Despite the directives, Elsim dispatched employees to Iran to fulfill service agreements and engaged in other Iran-related transactions, and management threatened to fire employees if they refused, the Treasury said. Upon return, employees were told by management to falsify corporate records by listing the travel as vacation, rather than business-related.

For the two years the transactions took place, Elsim management regularly and fraudulently certified to Kollmorgen that no Elsim products or services were being sent to Iran, Treasury said. The allegations only surfaced after an Elsim employee used the parent company’s ethics hotline in October 2015 to file an internal complaint, Treasury said. Kollmorgen then retained outside counsel to investigate, Treasury said.

Upon being notified of Kollmorgen’s investigation, the Treasury said, Elsim managers tried to obstruct the probe by instructing employees to delete references to Iran in company records and by misleading parent-company lawyers. Managers also tried to delete emails related to Iran, it said.

Kollmorgen was able to uncover the conduct and disclosed its findings to the Treasury. The department called Elsim’s conduct egregious, and said management’s behavior and their attempts to impede internal investigations by the parent company warranted the penalty.

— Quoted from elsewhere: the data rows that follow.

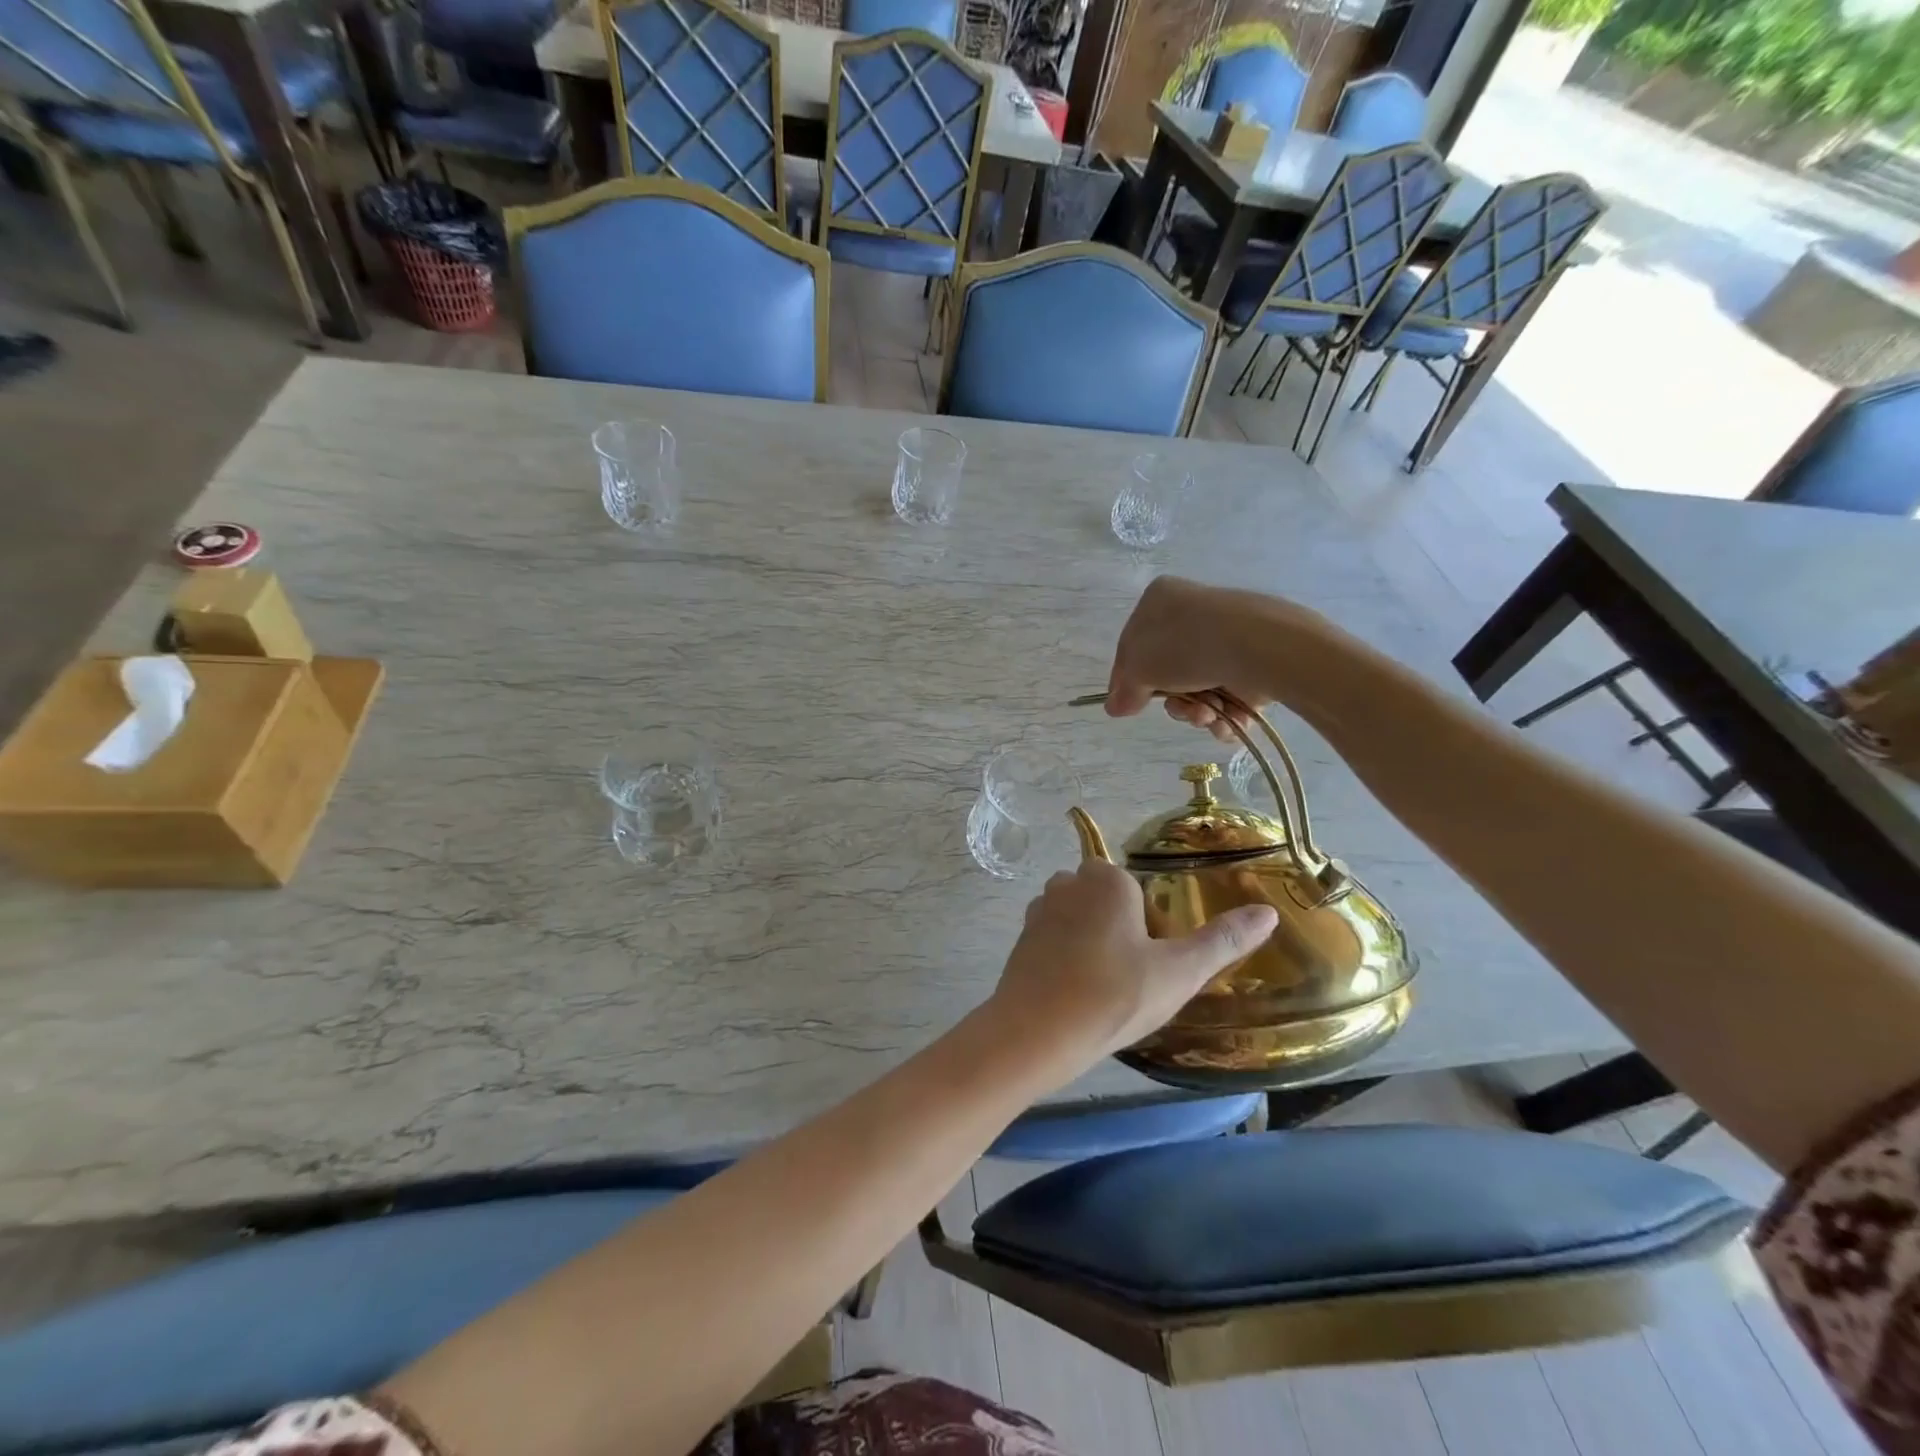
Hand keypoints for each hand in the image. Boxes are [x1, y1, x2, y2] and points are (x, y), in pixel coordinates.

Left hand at [986, 860, 1278, 1078]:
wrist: (1036, 1033)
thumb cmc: (1113, 996)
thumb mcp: (1179, 972)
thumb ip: (1223, 940)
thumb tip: (1269, 912)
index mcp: (1107, 879)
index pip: (1136, 889)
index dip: (1148, 926)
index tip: (1149, 964)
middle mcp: (1068, 883)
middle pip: (1106, 900)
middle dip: (1119, 930)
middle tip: (1130, 978)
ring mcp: (1039, 910)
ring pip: (1078, 917)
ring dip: (1091, 942)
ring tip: (1104, 987)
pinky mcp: (1020, 939)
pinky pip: (1054, 939)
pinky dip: (1066, 957)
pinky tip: (1076, 992)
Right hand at [1106, 577, 1314, 741]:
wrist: (1256, 646)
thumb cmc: (1185, 646)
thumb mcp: (1139, 668)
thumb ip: (1125, 690)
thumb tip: (1115, 707)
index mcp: (1160, 600)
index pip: (1132, 645)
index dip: (1127, 680)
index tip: (1126, 706)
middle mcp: (1192, 614)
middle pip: (1168, 671)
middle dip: (1173, 701)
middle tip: (1179, 710)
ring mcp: (1225, 637)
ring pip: (1199, 687)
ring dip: (1198, 712)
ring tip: (1208, 716)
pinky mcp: (1253, 661)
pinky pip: (1228, 694)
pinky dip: (1225, 714)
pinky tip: (1226, 721)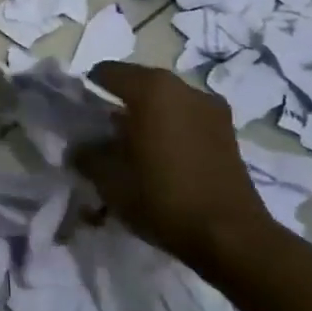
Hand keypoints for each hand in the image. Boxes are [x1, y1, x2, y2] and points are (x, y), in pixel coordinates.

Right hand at [73, 62, 275, 275]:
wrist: (232, 237)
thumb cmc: (162, 198)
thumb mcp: (109, 180)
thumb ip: (86, 154)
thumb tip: (80, 146)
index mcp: (150, 88)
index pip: (105, 72)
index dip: (87, 91)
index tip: (79, 117)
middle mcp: (182, 87)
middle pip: (138, 83)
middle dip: (118, 103)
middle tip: (104, 134)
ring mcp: (210, 107)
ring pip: (165, 101)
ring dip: (148, 116)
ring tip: (135, 148)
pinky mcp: (228, 131)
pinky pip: (187, 118)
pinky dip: (171, 128)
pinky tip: (164, 158)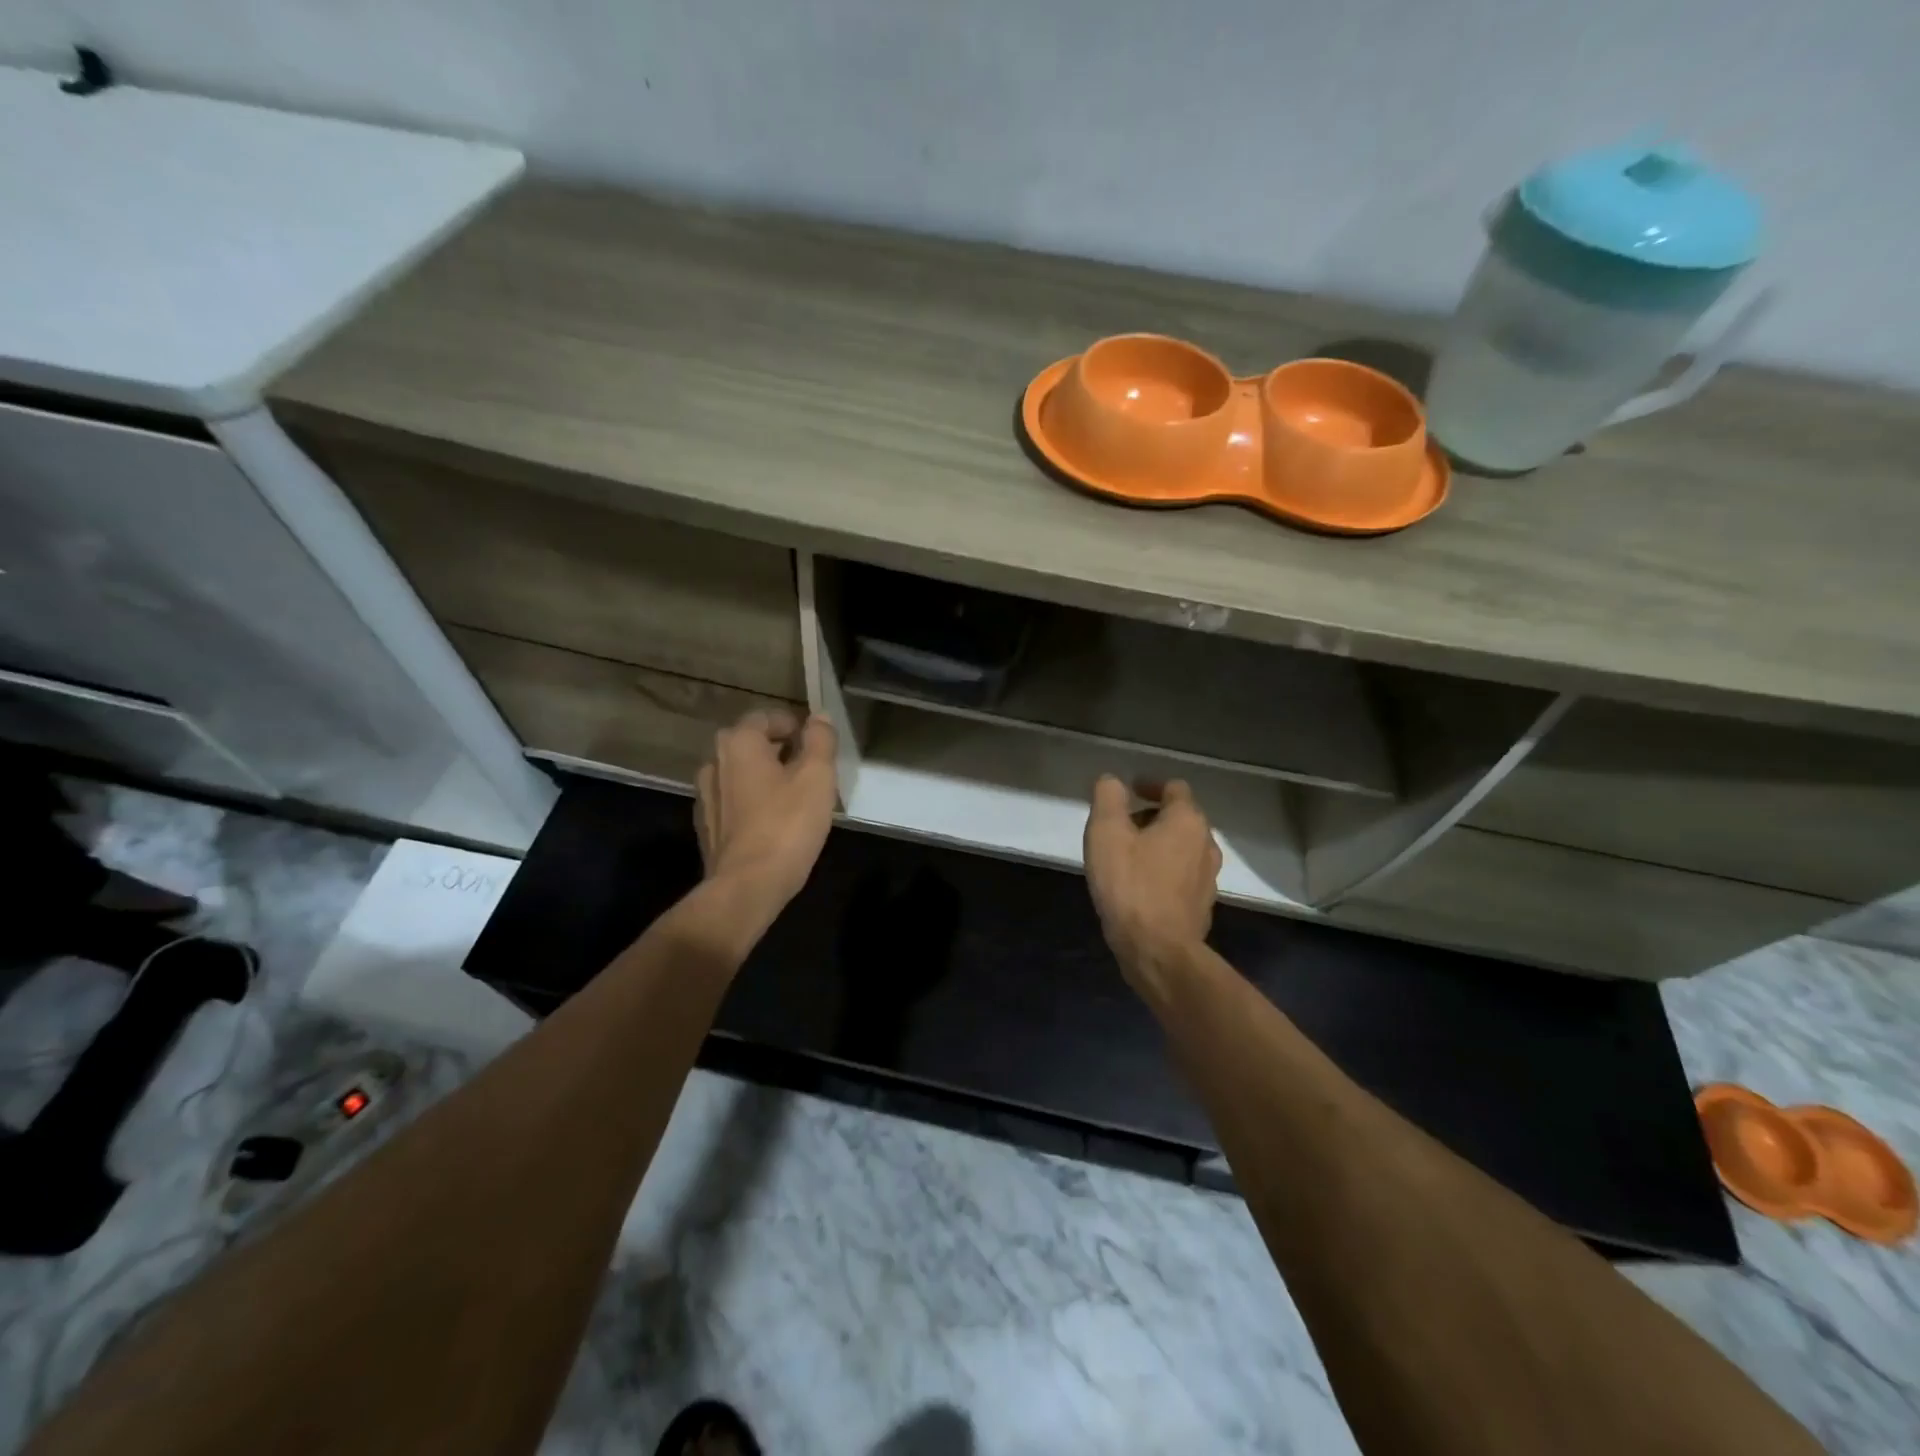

“Notwithstanding Kollmorgen’s extensive compliance efforts, [the Treasury] determined a penalty was the appropriate administrative response,” the Treasury said.

One unique part of the penalty was the sanctions imposed by the government on an executive for allegedly carrying out Elsim’s conduct, marking the first time the department targeted an individual as a sanctions evader while resolving an enforcement case.

Turkish national Evren Kayakiran, who was the managing director of Elsim, was targeted under an executive order giving the Treasury the power to target foreigners who engage in economic activity that are intended to evade sanctions on Iran and Syria.

Sanctions evaders are placed a separate blacklist maintained by the Treasury, though it also involves penalties: Certain transactions involving Mr. Kayakiran are prohibited, and U.S. banks must reject payments in which he is involved.

Sigal Mandelker, undersecretary of Treasury for terrorism and financial intelligence, said the action concerning Mr. Kayakiran and Kollmorgen signals a change in how the U.S. will counter acts of sanctions evasion.

“This action is a clear warning that anyone in supervisory or managerial positions who directs staff to provide services, falsify records, commit fraud or obstruct an investigation into sanctions violations exposes themselves to serious personal risk,” she said.